第264話 遺跡調査

 崩れた壁から遺跡の中に逃げ込んだビョンイクは、隣で荒い息をしているバンヒョンを睨む。

「何で逃げた?」


「ふん、逃げたのは俺だけじゃねえだろ。お前も一緒だ」

「五月蝿い。お前が逃げたから、何か有るんじゃないかと判断して付いて来たんだ」


 そこにスペインのカルデロン兄弟が現れた。

「おい、もっと奥へ行ってくれ。入口に突っ立っていられたんじゃ邪魔だ」


 壁が崩れ瓦礫が山となっている場所に立っていたビョンイクとバンヒョンは瓦礫の山を下りて通路のような場所に出た。そこにカルデロン兄弟も下りて来る。


「外はどうなったんだ?」

 バンヒョンがカルデロン兄弟に聞いた。

「判らねえ。だけど、アメリカの連中もこっちに逃げて来るのが見えたぞ。残っているのは日本人の連中だけじゃねえか」


 そう言っている間に、オーウェン中佐たちがやって来た。

「君らには失望したよ」

 オーウェン中佐が先に逃げた韓国人とスペイン人に告げた。


 セシリオが鼻で笑い言い返す。

「ふん、結局あんたたちも日本人に竜を押し付けたじゃねえか」

「当てにしていた戦力が真っ先に逃げたんだ。戦術的撤退は仕方あるまい。それに我々の目的は遺跡の調査にあるのだ」


 言い訳をしているが、ここに逃げ込んだ全員が崩風竜には勝てないと判断したのだ。

 その時、遺跡の外で物凄い爆発音がした。遺跡の入口にも爆風が届き埃を巻き上げる。それは崩風竜が圧縮した空気を地面に叩き付けた影響だった。


「ここも危ないぞ。奥へ行ってくれ」

 オーウェン中佐が命じ、通路の奥へと移動した。

 もし、ここで崩風竜とミコトたちの戦いを確認していれば、『竜の洗礼』を受けられたかもしれない。

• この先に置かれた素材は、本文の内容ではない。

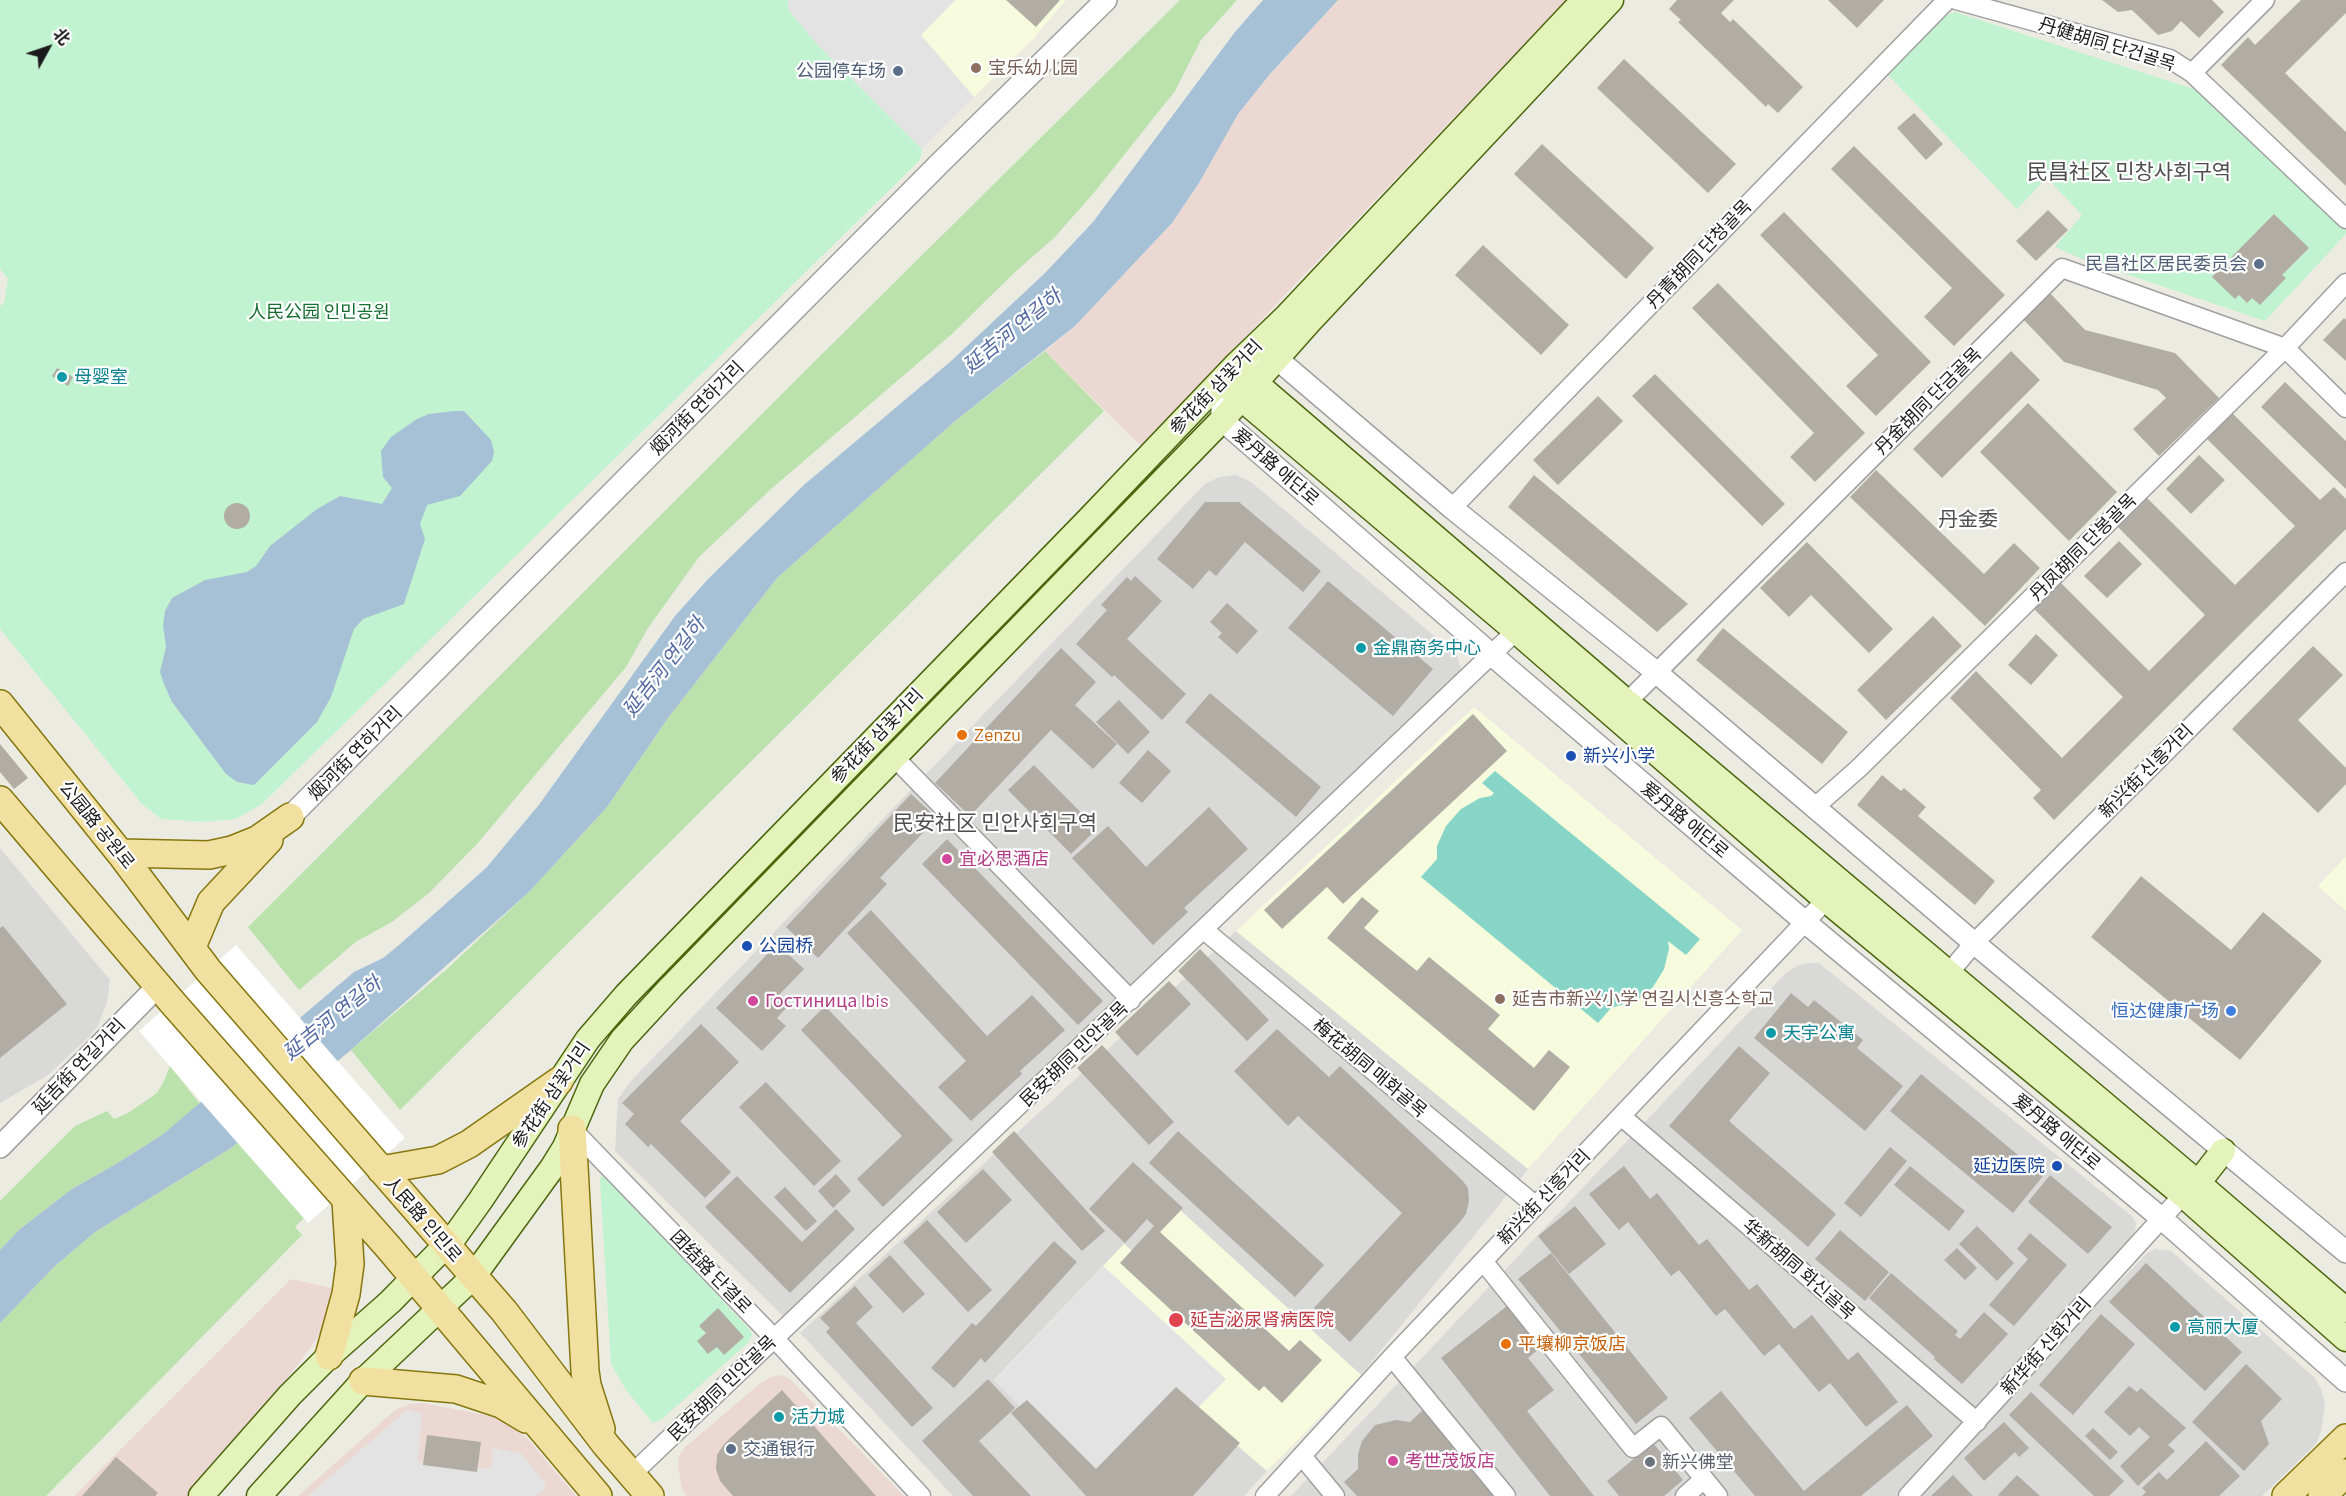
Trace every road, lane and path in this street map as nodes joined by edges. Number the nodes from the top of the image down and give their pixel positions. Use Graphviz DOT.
graph roads {
  1 [pos="1106,0"];
  2 [pos="1584,0"];
  3 [pos="1611,0"];
  4 [pos="1947,0"];
  5 [pos="1956,0"];
  6 [pos="2265,0"];
  7 [pos="2192,72"];
  8 [pos="2346,219"];
  9 [pos="2346,283"];
  10 [pos="2285,348"];
  11 [pos="1276,358"];
  12 [pos="1229,374"];
  13 [pos="1248,390"];
  14 [pos="2346,408"];
  15 [pos="1222,420"];
  16 [pos="1452,508"];
  17 [pos="2346,572"];
  18 [pos="1516,631"];
  19 [pos="1492,655"];
  20 [pos="1656,672"];
  21 [pos="1626,702"];
  22 [pos="0,704"];
  23 [pos="894,757"];
  24 [pos="0,800"];
  25 [pos="1816,806"];
  26 [pos="290,817"];
  27 [pos="120,853"];
  28 [pos="1826,900"];
  29 [pos="1805,922"];
  30 [pos="1204,930"];
  31 [pos="1974,943"];
  32 [pos="192,947"];
  33 [pos="1949,973"];
  34 [pos="165,993"];
  35 [pos="1131,1000"];
  36 [pos="559,1081"];
  37 [pos="1621,1116"];
  38 [pos="572,1129"];
  39 [pos="0,1147"];
  40 [pos="2223,1151"];
  41 [pos="381,1170"];
  42 [pos="2190,1189"];
  43 [pos="346,1200"];
  44 [pos="1536,1206"];
  45 [pos="2161,1218"];
  46 [pos="446,1245"];
  47 [pos="2346,1252"];
  48 [pos="1483,1261"];
  49 [pos="473,1277"];
  50 [pos="415,1278"];
  51 [pos="440,1308"];
  52 [pos="2346,1310"];
  53 [pos="774,1338"];
  54 [pos="2346,1339"];
  55 [pos="329,1356"];
  56 [pos="1392,1357"];
  57 [pos="363,1381"];
  58 [pos="2346,1381"];
  59 [pos="1977,1422"];
  60 [pos="542,1429"];
  61 [pos="2346,1438"];
  62 [pos="606,1444"];
  63 [pos="1302,1456"];
  64 [pos="2346,1473"];
  65 [pos="631,1475"];
  66 [pos="1704,1479"];
  67 [pos="201,1496"];
  68 [pos="259,1496"];
  69 [pos="598,1496"];
  70 [pos="650,1496"];
  71 [pos="921,1496"];
  72 [pos="1265,1496"];
  73 [pos="1335,1496"];
  74 [pos="1506,1496"];
  75 [pos="1685,1496"];
  76 [pos="1718,1496"];
  77 [pos="1908,1496"];
  78 [pos="2286,1496"];
  79 [pos="2322,1496"];
  1 -- 26 [label="street, 烟河街 연하거리"];
  2 -- 12 [label="main road, 参花街 삼꽃거리"];
  3 -- 11 [label="main road, 参花街 삼꽃거리"];
  4 -- 16 [label="street, 丹青胡同 단청골목"];
  5 -- 7 [label="street, 丹健胡同 단건골목"];
  6 -- 7 [label="street"];
  7 -- 8 [label="street, 丹健胡同 단건골목"];
  9 -- 10 [label="street, 丹凤胡同 단봉골목"];
  10 -- 14 [label="street"];
  10 -- 20 [label="street, 丹金胡同 단금골목"];
  10 -- 25 [label="street, 丹凤胡同 단봉골목"];
  11 -- 12 [label="street"];
  11 -- 13 [label="main road, 参花街 삼꽃거리"];
  11 -- 16 [label="street"];
  12 -- 13 [label="main road, 爱丹路 애단로"];
  12 -- 15 [label="street, 爱丹路 애단로"];
  12 -- 36 [label="main road, 参花街 삼꽃거리"];
  13 -- 15 [label="main road, 参花街 삼꽃거리"];
  13 -- 18 [label="main road, 爱丹路 애단로"];
  13 -- 21 [label="main road, 爱丹路 애단로"];
  15 -- 19 [label="street, 爱丹路 애단로"];
  15 -- 23 [label="main road, 参花街 삼꽃거리"];
  16 -- 20 [label="street"];
  17 -- 31 [label="street, 新兴街 신흥거리"];
  18 -- 19 [label="street, 民安胡同 민안골목"];
  18 -- 28 [label="main road, 爱丹路 애단로"];
  19 -- 29 [label="street, 爱丹路 애단로"];
  19 -- 30 [label="street, 民安胡同 민안골목"];
  20 -- 21 [label="street, 丹金胡同 단금골목"];
  20 -- 25 [label="street"];
  21 -- 33 [label="main road, 爱丹路 애단로"];
  22 -- 27 [label="main road, 公园路 공원로"];
  23 -- 35 [label="street"];
  23 -- 38 [label="main road, 参花街 삼꽃거리"];
  24 -- 34 [label="main road"];
  25 -- 31 [label="street"];
  26 -- 27 [label="main road"];
  26 -- 32 [label="main road"];
  27 -- 32 [label="main road, 公园路 공원로"];
  28 -- 29 [label="street, 新兴街 신흥거리"];
  28 -- 42 [label="main road, 爱丹路 애단로"];
  29 -- 37 [label="street, 新兴街 신흥거리"];
  29 -- 45 [label="street, 爱丹路 애단로"];
  30 -- 35 [label="street, 民安胡同 민안골목"];
  30 -- 44 [label="street, 梅花胡同 매화골목"];
  31 -- 33 [label="street, 新兴街 신흥거리"];
  31 -- 40 [label="street"];
  32 -- 41 [label="main road, 人民路 인민로"];
  33 -- 42 [label="main road, 爱丹路 애단로"];
  34 -- 39 [label="street, 延吉街 연길거리"];
  34 -- 43 [label="main road"];
  35 -- 53 [label="street, 民安胡同 민안골목"];
  36 -- 41 [label="main road"];
  36 -- 46 [label="main road, 参花街 삼꽃거리"];
  37 -- 44 [label="street, 新兴街 신흥거리"];
  37 -- 59 [label="street, 华新胡同 화신골목"];
  38 -- 49 [label="main road, 参花街 삼꽃거리"];
  38 -- 53 [label="street, 团结路 단결로"];
  38 -- 62 [label="main road"];
  40 -- 42 [label="main road"];
  40 -- 47 [label="street"];
  41 -- 46 [label="main road, 人民路 인민로"];
  42 -- 45 [label="street, 新华街 신화거리"];
  42 -- 52 [label="main road, 爱丹路 애단로"];
  42 -- 54 [label="main road, 爱丹路 애단로"];
  43 -- 50 [label="main road"];
  43 -- 55 [label="main road"];
  44 -- 48 [label="street, 新兴街 신흥거리"];
  45 -- 58 [label="street, 爱丹路 애단로"];
  45 -- 59 [label="street, 新华街 신화거리"];
  46 -- 49 [label="main road, 人民路 인민로"];
  46 -- 50 [label="main road, 参花街 삼꽃거리"];
  48 -- 56 [label="street, 新兴街 신흥거리"];
  48 -- 66 [label="street"];
  49 -- 51 [label="main road, 参花街 삼꽃거리"];
  49 -- 62 [label="main road, 人民路 인민로"];
  50 -- 51 [label="main road"];
  50 -- 55 [label="main road, 参花街 삼꽃거리"];
  51 -- 57 [label="main road, 参花街 삼꽃거리"];
  51 -- 60 [label="main road"];
  53 -- 65 [label="street, 民安胡同 민안골목"];
  53 -- 71 [label="street, 团结路 단결로"];
  55 -- 67 [label="main road, 参花街 삼꽃거리"];
  56 -- 63 [label="street, 新兴街 신흥거리"];
  56 -- 74 [label="street"];
  57 -- 60 [label="main road"];
  57 -- 68 [label="main road, 参花街 삼꽃거리"];
  59 -- 77 [label="street, 新华街 신화거리"];
  60 -- 69 [label="main road"];
  61 -- 78 [label="main road"];
  62 -- 65 [label="main road, 人民路 인민로"];
  63 -- 72 [label="street, 新兴街 신흥거리"];
  63 -- 73 [label="street"];
  64 -- 79 [label="main road"];
  65 -- 70 [label="main road, 人民路 인민로"];
  66 -- 75 [label="street"];
  66 -- 76 [label="street"];
}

 通路の奥は暗く、調査チームは照明魔道具を取り出すと明かりを点した。天井までの高さは約五メートル、この遺跡の高さが四〇メートルほどなので数階層に分かれているらしい。通路の壁は何か堅いもので削ったような傷が無数に付いていた。


「まずは、この階層の部屋を調査する」

 調査チームが入った階層は最下層で、倉庫らしき大きな部屋が幾つか存在した。オーウェン中佐は最初に見付けた倉庫の調査を命じた。

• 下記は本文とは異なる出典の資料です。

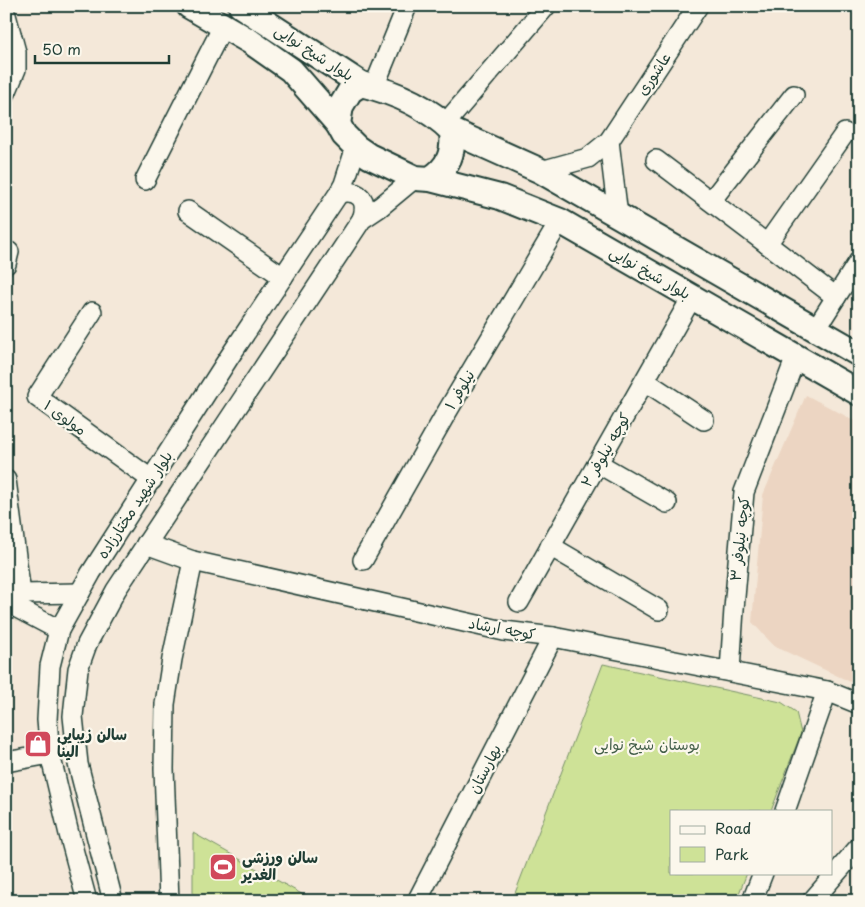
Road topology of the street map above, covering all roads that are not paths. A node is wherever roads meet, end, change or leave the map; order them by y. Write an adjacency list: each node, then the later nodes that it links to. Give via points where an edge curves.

 最初に見付けた倉庫の扉は閉まっていたが、横に引くと軋む音をさせながら開いた。

「調査の時間は限られている。手分けして調査する」

 食料と飲料水は二日分しか持って来ていなかった。

 体育館ほどの広さがある倉庫には、無数の残骸が転がっていた。


 ほとんどは錆びたり風化した棚や籠の残骸だったが、中には何かの装置だった残骸もある。

「ん、これは」

 何かを発見したチャールズがオーウェン中佐を呼ぶ。


「どうした?」

「これなんですが、何かの制御盤に見えるのですが」

 多数のスイッチとツマミが取り付けてある装置が油紙のようなものに梱包され、ほぼ完全な形で残されていた。

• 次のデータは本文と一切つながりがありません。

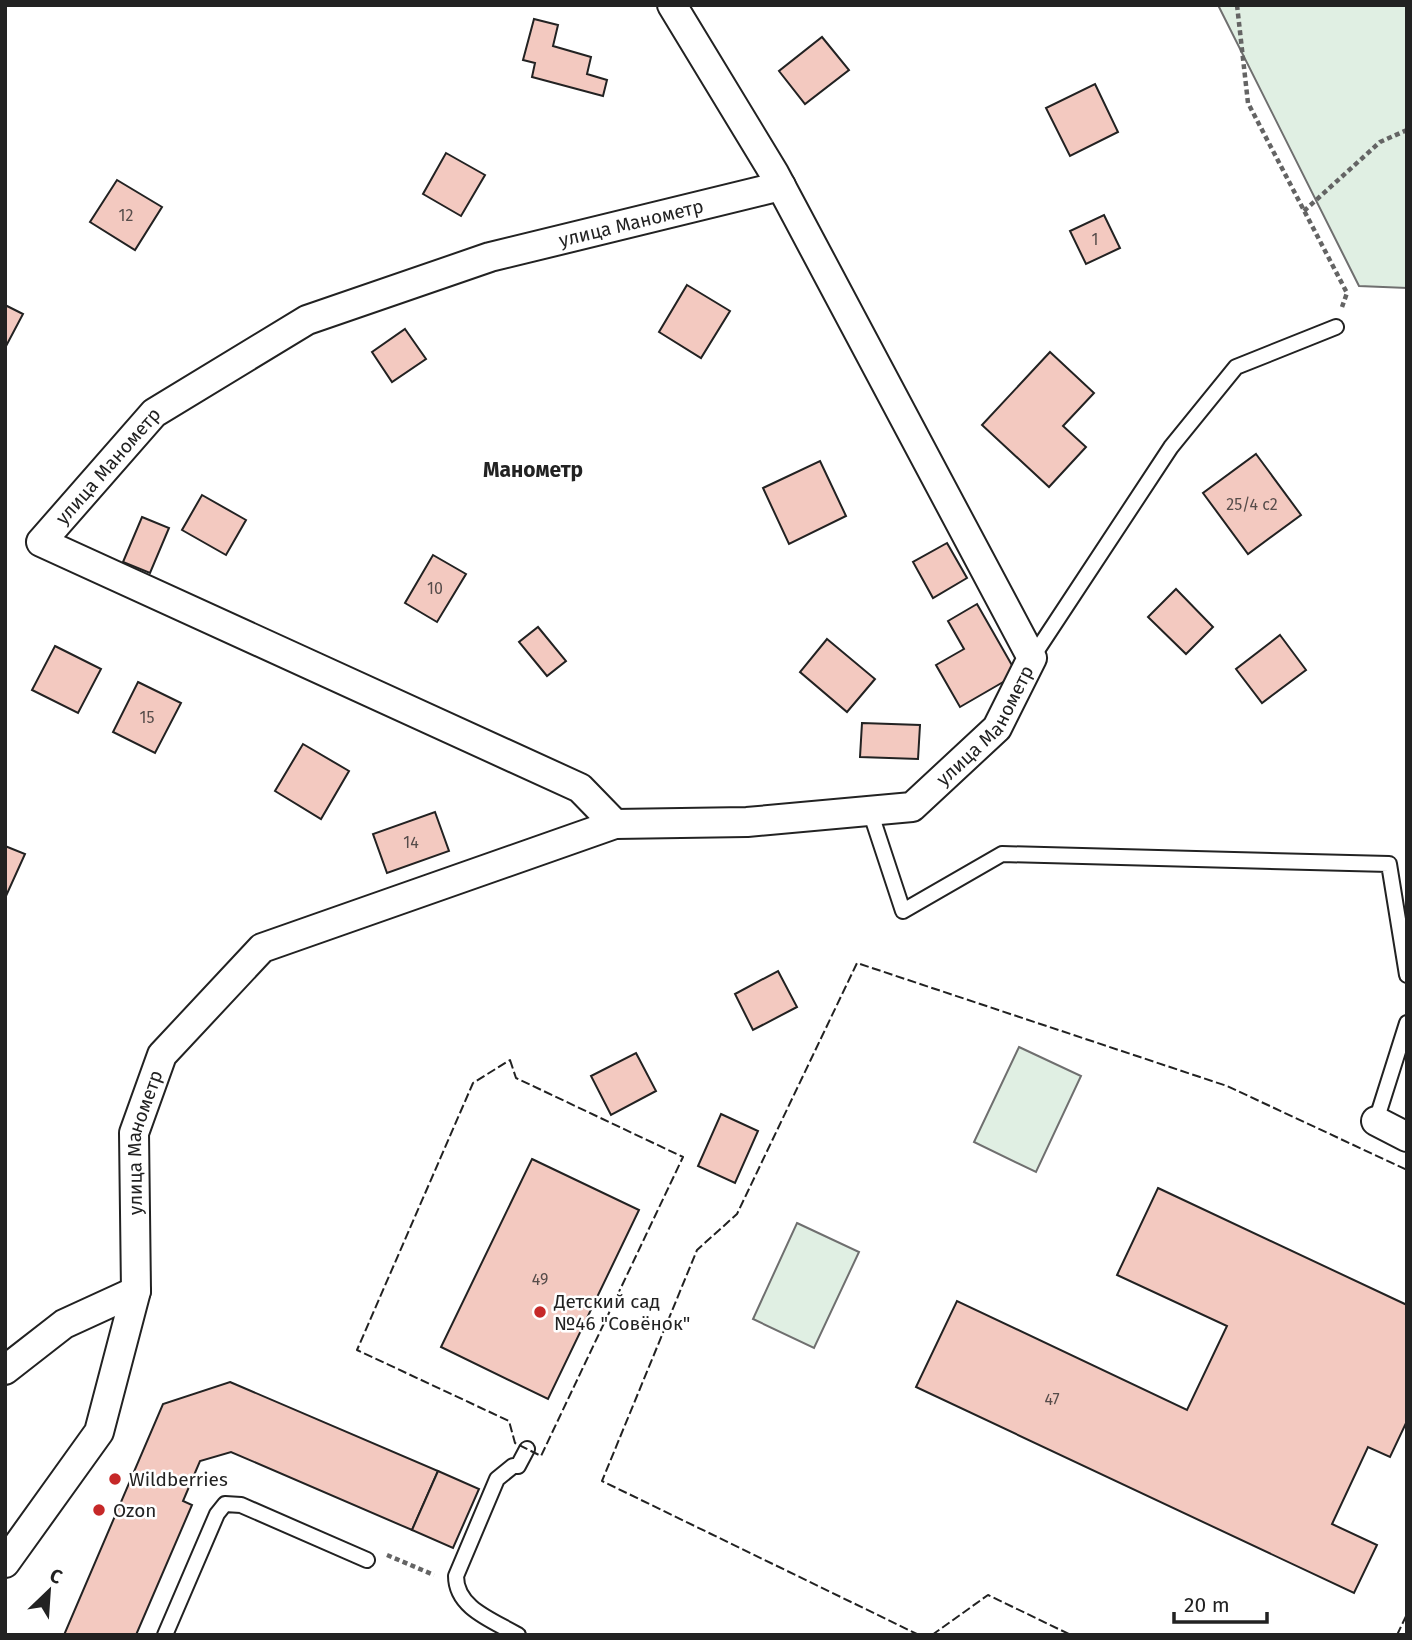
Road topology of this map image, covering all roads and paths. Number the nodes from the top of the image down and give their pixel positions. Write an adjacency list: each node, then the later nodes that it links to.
1 (671, 5): 4 (street, улица Манометр)
2 (1237, 5): 5 (path)
3 (1407, 130): 5 (path)
4 (781, 186): 7 (street, улица Манометр); 9 (street, улица Манометр)
5 (1304, 211): 6 (path)
6 (1336, 327): 7 (lane)
7 (1032, 658): 8 (street, улица Манометр)
8 (870, 811): 9 (street, улица Манометр); 10 (lane)
9 (615, 824): 14 (street, улица Манометр)
10 (1407, 975)
11 (1407, 1023): 12 (lane)
12 (1376, 1121): 13 (street)
13 (1407, 1137)
14 (136, 1291): 15 (street); 17 (street, улица Манометр)
15 (5, 1370)
16 (527, 1449): 19 (lane)
17 (7, 1559)
18 (367, 1560): 19 (path); 20 (lane)
19 (456, 1576): 21 (lane)
20 (164, 1635)
21 (517, 1635)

 その制御盤の左上に古代魔導帝国エリュシスのエトワ語で何か書かれている。

「何と書かれているか分かりますか?」

 オーウェン中佐は眉間にシワを寄せながら解読する。


「自律判定……型……???分離装置」

 解読するのに苦労している。ここにミコトか薫がいれば簡単に読み取っただろう。作戦の総指揮官であるベニングス少将の人選ミスだった。


 その倉庫から次々に原形を留めた装置や本が見付かった。その本もエトワ語で書かれており解読には時間が掛かりそうだった。


 但し、この倉庫で発見された書籍は恋愛小説や文学的なものが多く、アメリカ軍が求めているような情報は得られなかった。


 二時間ほど調査してから、次の倉庫に移動する為に通路に出た。オーウェン中佐たちは次の倉庫に移動した。二つ目の倉庫の扉には人が通れるほどの大きな穴が開いていた。その穴から中に入るとひんやりした空気を感じた。


 照明魔道具を掲げて見回すと倉庫の床にひび割れがあり、そのひび割れから水が滲み出ていた。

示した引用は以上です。